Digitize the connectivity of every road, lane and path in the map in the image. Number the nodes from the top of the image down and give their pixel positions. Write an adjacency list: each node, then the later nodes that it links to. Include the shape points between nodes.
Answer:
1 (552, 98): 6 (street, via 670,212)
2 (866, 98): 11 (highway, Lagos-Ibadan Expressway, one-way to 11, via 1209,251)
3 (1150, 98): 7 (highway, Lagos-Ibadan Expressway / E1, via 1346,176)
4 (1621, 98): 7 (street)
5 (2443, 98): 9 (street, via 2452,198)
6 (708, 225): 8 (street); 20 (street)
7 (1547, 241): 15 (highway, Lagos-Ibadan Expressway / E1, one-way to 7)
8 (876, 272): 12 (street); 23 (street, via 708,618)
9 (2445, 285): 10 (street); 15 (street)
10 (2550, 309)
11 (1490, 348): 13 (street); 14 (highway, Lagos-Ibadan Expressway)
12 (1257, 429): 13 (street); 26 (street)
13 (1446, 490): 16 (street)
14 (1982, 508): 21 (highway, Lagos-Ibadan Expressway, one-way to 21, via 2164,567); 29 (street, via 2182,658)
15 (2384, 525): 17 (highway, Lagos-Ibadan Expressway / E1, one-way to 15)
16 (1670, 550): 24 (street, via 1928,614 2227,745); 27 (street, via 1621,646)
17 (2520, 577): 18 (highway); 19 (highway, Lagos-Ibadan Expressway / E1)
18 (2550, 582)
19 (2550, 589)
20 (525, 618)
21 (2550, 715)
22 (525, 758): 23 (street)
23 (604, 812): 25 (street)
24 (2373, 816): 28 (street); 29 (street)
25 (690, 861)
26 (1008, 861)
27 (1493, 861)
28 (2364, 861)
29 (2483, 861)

--

What you need to do: Please copy every line of the material exactly.

The answer:
Digitize the connectivity of every road, lane and path in the map in the image. Number the nodes from the top of the image down and give their pixel positions. Write an adjacency list: each node, then the later nodes that it links to. Include the shape points between nodes.
Answer:
1 (552, 98): 6 (street, via 670,212)
2 (866, 98): 11 (highway, Lagos-Ibadan Expressway, one-way to 11, via 1209,251)
3 (1150, 98): 7 (highway, Lagos-Ibadan Expressway / E1, via 1346,176)
4 (1621, 98): 7 (street)
5 (2443, 98): 9 (street, via 2452,198)
6 (708, 225): 8 (street); 20 (street)
7 (1547, 241): 15 (highway, Lagos-Ibadan Expressway / E1, one-way to 7)
8 (876, 272): 12 (street); 23 (street, via 708,618)
9 (2445, 285): 10 (street); 15 (street)
10 (2550, 309)
11 (1490, 348): 13 (street); 14 (highway, Lagos-Ibadan Expressway)
12 (1257, 429): 13 (street); 26 (street)
13 (1446, 490): 16 (street)
14 (1982, 508): 21 (highway, Lagos-Ibadan Expressway, one-way to 21, via 2164,567); 29 (street, via 2182,658)
15 (2384, 525): 17 (highway, Lagos-Ibadan Expressway / E1, one-way to 15)
16 (1670, 550): 24 (street, via 1928,614 2227,745); 27 (street, via 1621,646)
17 (2520, 577): 18 (highway); 19 (highway, Lagos-Ibadan Expressway / E1)
18 (2550, 582)
19 (2550, 589)
20 (525, 618)
21 (2550, 715)
22 (525, 758): 23 (street)
23 (604, 812): 25 (street)
24 (2373, 816): 28 (street); 29 (street)
25 (690, 861)
26 (1008, 861)
27 (1493, 861)
28 (2364, 861)
29 (2483, 861)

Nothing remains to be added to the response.